Kalân Mosque (Masjid-i Kalân), arguably completed in 1514, is equal to the Bibi-Khanym Mosque in Samarkand in size. The mosque is able to accommodate twelve thousand people. Although Kalyan Mosque and Bibi-Khanym Mosque of Samarkand are of the same type of building, they are different in terms of art of building. Two hundred and eighty-eight monumental pylons serve as a support for the multi-domed roofing of the galleries encircling the courtyard of Kalyan Mosque. The longitudinal axis of the courtyard ends up with a portal to the main chamber (maksura) with a cruciform hall, topped with a massive blue cupola on a mosaic drum. The edifice keeps many architectural curiosities, for example, a hole in one of domes. Through this hole one can see foundation of Kalyan Minaret. Then moving back step by step, one can count all belts of brickwork of the minaret to the rotunda.

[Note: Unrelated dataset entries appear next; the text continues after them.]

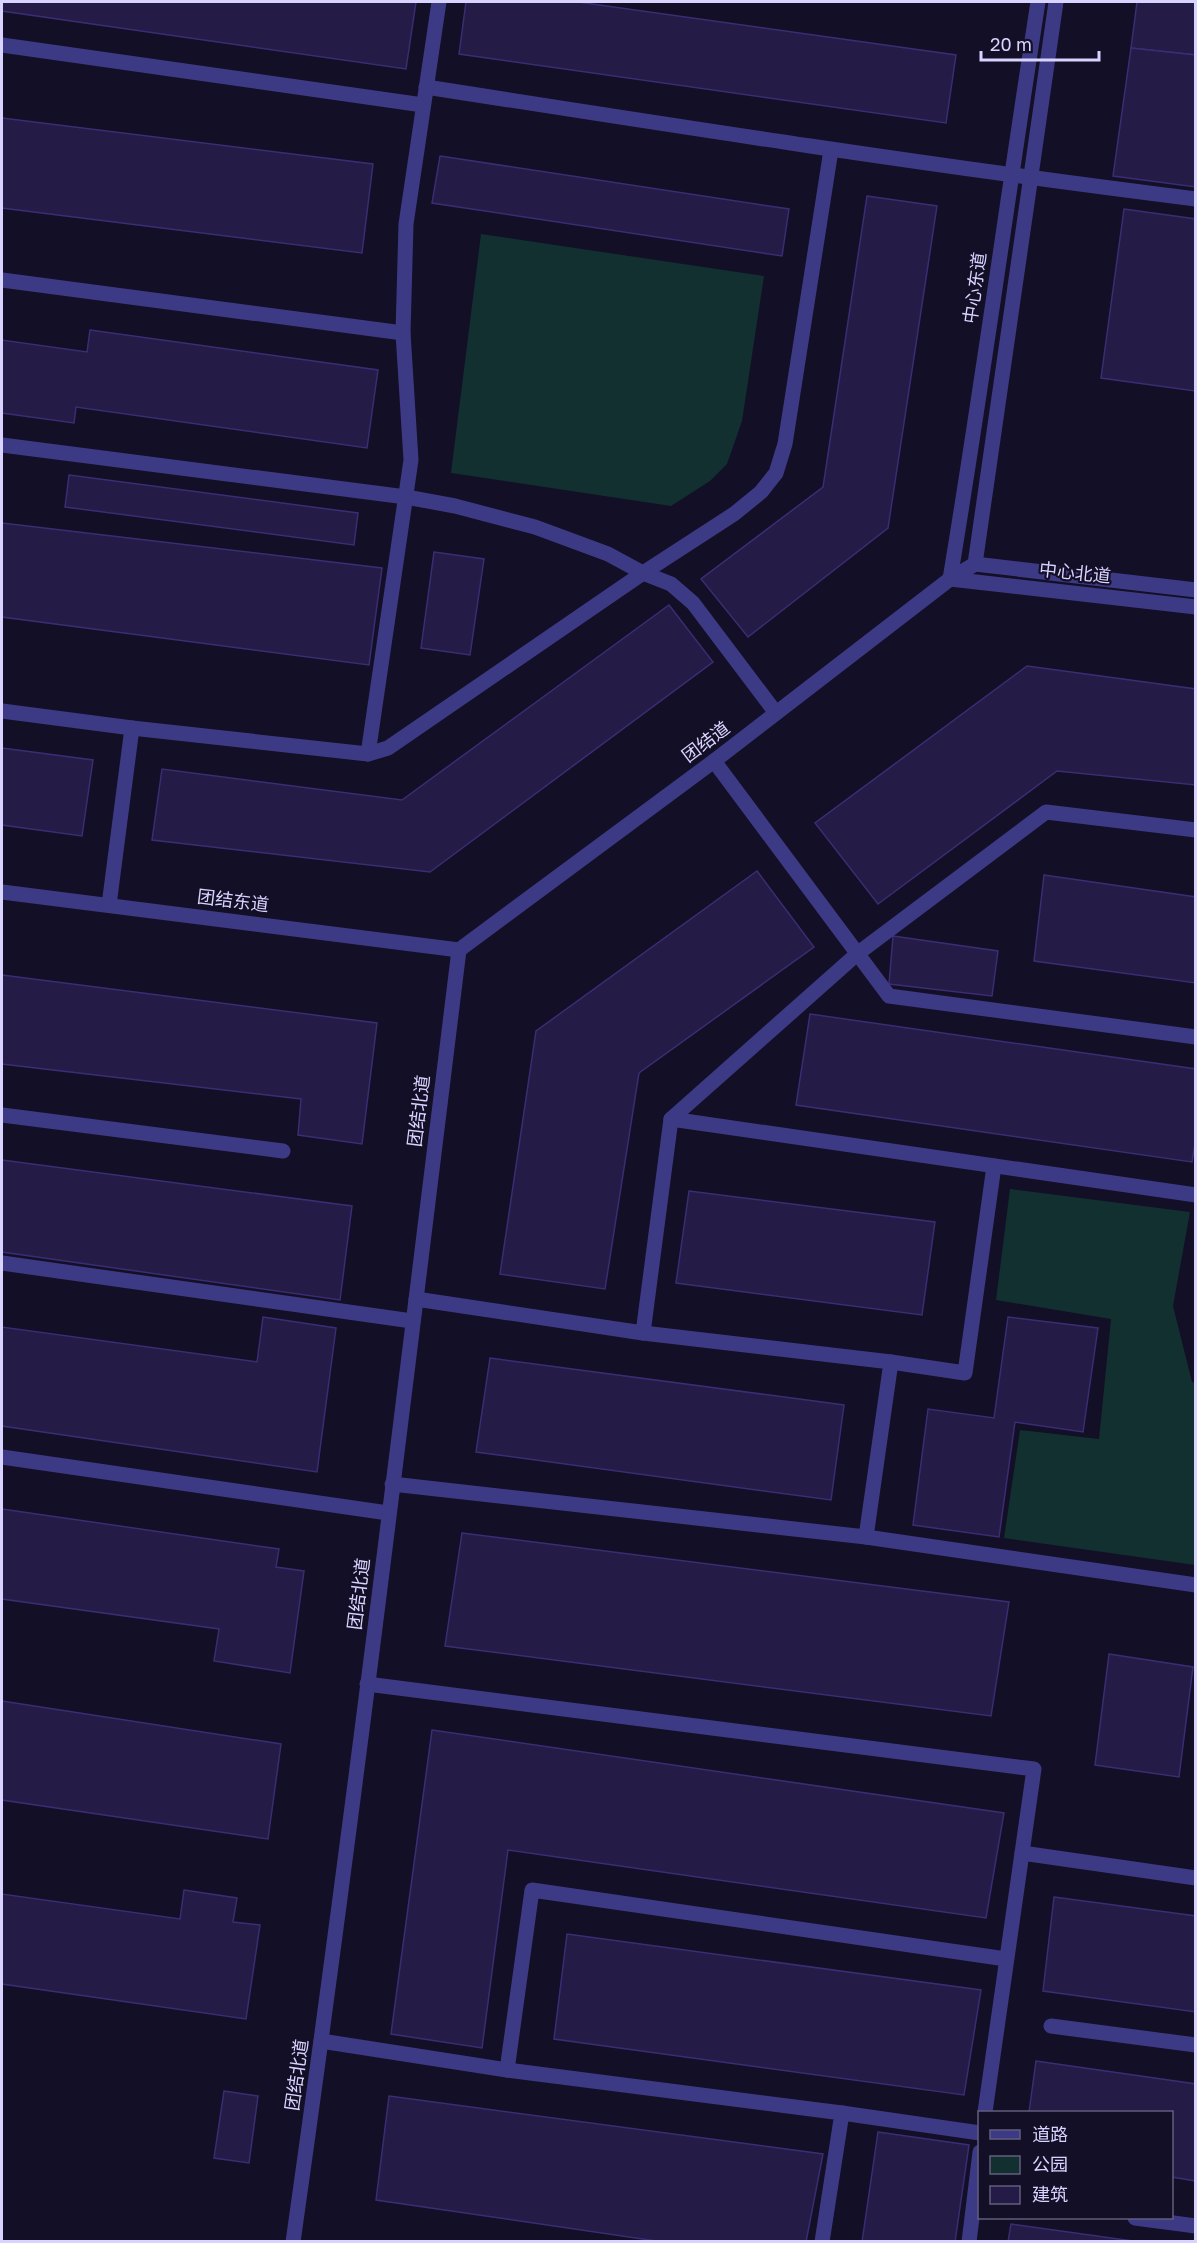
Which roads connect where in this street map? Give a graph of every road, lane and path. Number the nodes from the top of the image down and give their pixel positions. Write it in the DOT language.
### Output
graph roads {
  1 [pos="439,2"];
  2 [pos="1038,2"];
  3 [pos="1056,2"];
  4 [pos="2,45"];
  5 [pos="426,87"];
  6 [pos="423,105"];
  7 [pos="831,150"];
  8 [pos="1011,175"];
  9 [pos="1030,179"];
  10 [pos="1196,199"];
  11 [pos="2,280"];
  12 [pos="403,333"];
  13 [pos="2,445"];
  14 [pos="406,497"];
  15 [pos="975,564"];
  16 [pos="643,573"];
  17 [pos="950,579"];
  18 [pos="1196,590"];
  19 [pos="1196,607"];
  20 [pos="2,711"];
  21 [pos="777,713"];
  22 [pos="132,728"];
  23 [pos="368,754"];
  24 [pos="714,761"];
  25 [pos="1196,830"];
  26 [pos="2,892"];
  27 [pos="109,905"];
  28 [pos="459,950"];
  29 [pos="857,954"];
  30 [pos="1196,1037"];
  31 [pos="2,1115"];
  32 [pos="671,1119"];
  33 [pos="283,1151"];
  34 [pos="994,1166"];
  35 [pos="1196,1195"];
  36 [pos="2,1263"];
  37 [pos="416,1299"];
  38 [pos="412,1320"];
  39 [pos="643,1333"];
  40 [pos="891,1362"];
  41 [pos="2,1457"];
  42 [pos="392,1484"];
  43 [pos="388,1513"];
  44 [pos="866,1537"];
  45 [pos="1196,1585"];
  46 [pos="367,1684"];
  47 [pos="1022,1853"];
  48 [pos="1196,1878"];
  49 [pos="1006,1959"];
  50 [pos="1051,2026"];
  51 [pos="321,2041"];
  52 [pos="1196,2045"];
  53 [pos="507,2070"];
  54 [pos="985,2111"];
  55 [pos="842,2113"];
  56 [pos="978,2133"];
  57 [pos="977,2195"];
  58 [pos="1149,2219"];
  59 [pos="1196,2226"];
  60 [pos="293,2241"];
  61 [pos="822,2241"];
  62 [pos="969,2241"];
  1 -- 5 [label="street"];
  2 -- 8 [label="street, 中心东道"];
  3 -- 9 [label="street"];
  4 -- 6 [label="street"];
  5 -- 6 [label="street"];
  5 -- 7 [label="street"];
  6 -- 12 [label="street"];
  7 -- 8 [label="street"];
  7 -- 16 [label="street"];
  8 -- 9 [label="street"];
  8 -- 17 [label="street, 中心东道"];
  9 -- 10 [label="street"];
  9 -- 15 [label="street"];
  11 -- 12 [label="street"];
  12 -- 14 [label="street"];
  13 -- 14 [label="street"];
  14 -- 16 [label="street"];
  14 -- 23 [label="street"];
  15 -- 17 [label="street, 团结道"];
  15 -- 18 [label="street, 中心北道"];
  16 -- 21 [label="street"];
  16 -- 23 [label="street"];
  17 -- 19 [label="street, 中心北道"];
  17 -- 21 [label="street, 团结道"];
  20 -- 22 [label="street"];
  21 -- 24 [label="street, 团结道"];
  22 -- 23 [label="street"];
  22 -- 27 [label="street"];
  24 -- 28 [label="street, 团结道"];
  24 -- 29 [label="street"];
  25 -- 29 [label="street"];
  26 -- 27 [label="street, 团结东道"];
  27 -- 28 [label="street, 团结东道"];
  28 -- 37 [label="street, 团结北道"];
  29 -- 30 [label="street"];
  29 -- 32 [label="street"];
  31 -- 33 [label="street"];
  32 -- 34 [label="street"];
  32 -- 39 [label="street"];
  34 -- 35 [label="street"];
  34 -- 40 [label="street"];
  36 -- 38 [label="street"];
  37 -- 38 [label="street, 团结北道"];
  37 -- 39 [label="street"];
  38 -- 42 [label="street, 团结北道"];
  39 -- 40 [label="street"];
  40 -- 44 [label="street"];
  41 -- 43 [label="street"];
  42 -- 43 [label="street, 团结北道"];
  42 -- 44 [label="street"];
  43 -- 46 [label="street, 团结北道"];
  44 -- 45 [label="street"];
  46 -- 47 [label="street"];
  46 -- 51 [label="street, 团结北道"];
  47 -- 48 [label="street"];
  47 -- 49 [label="street"];
  49 -- 53 [label="street"];
  49 -- 54 [label="street"];
  50 -- 52 [label="street"];
  51 -- 53 [label="street"];
  51 -- 60 [label="street, 团结北道"];
  53 -- 55 [label="street"];
  55 -- 56 [label="street"];
  55 -- 61 [label="street"];
  57 -- 62 [label="street"];
  58 -- 59 [label="street"];
}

Mir-i Arab Madrassah (1535–1536). The construction of Mir-i-Arab Madrasah (Miri Arab Madrasah) is ascribed to Sheikh Abdullah Yamani of Yemen—called Mir-i-Arab—the spiritual mentor of Ubaidullah-khan and his son Abdul-Aziz-khan. Ubaidullah-khan waged permanent successful war with Iran. At least three times his troops seized Herat. Each of such plundering raids on Iran was accompanied by capture of great many captives. They say that Ubaidullah-khan had invested money gained from redemption of more than three thousand Persian captives into construction of Mir-i-Arab Madrasah. Ubaidullah-khan was very religious. He had been nurtured in high respect for Islam in the spirit of Sufism. His father named him in honor of prominent sheikh of the 15th century Ubaidullah al-Ahrar (1404–1490), by origin from Tashkent Region. By the thirties of the 16th century the time, when sovereigns erected splendid mausoleums for themselves and for their relatives, was over. Khans of Shaibanid dynasty were standard-bearers of Koran traditions. The significance of religion was so great that even such famed khan as Ubaidullah was conveyed to earth close by his mentor in his madrasah. In the middle of the vault (gurhana) in Mir-i-Arab Madrasah is situated the wooden tomb of Ubaidullah-khan. At his head is wrapped in the moulds his mentor, Mir-i-Arab. Muhammad Kasim, mudarris (a senior teacher) of the madrasah (died in 1047 hijra) is also interred near by here. The portal of Miri Arab Madrasah is situated on one axis with the portal of the Kalyan Mosque. However, because of some lowering of the square to the east it was necessary to raise a little an edifice of the madrasah on a platform.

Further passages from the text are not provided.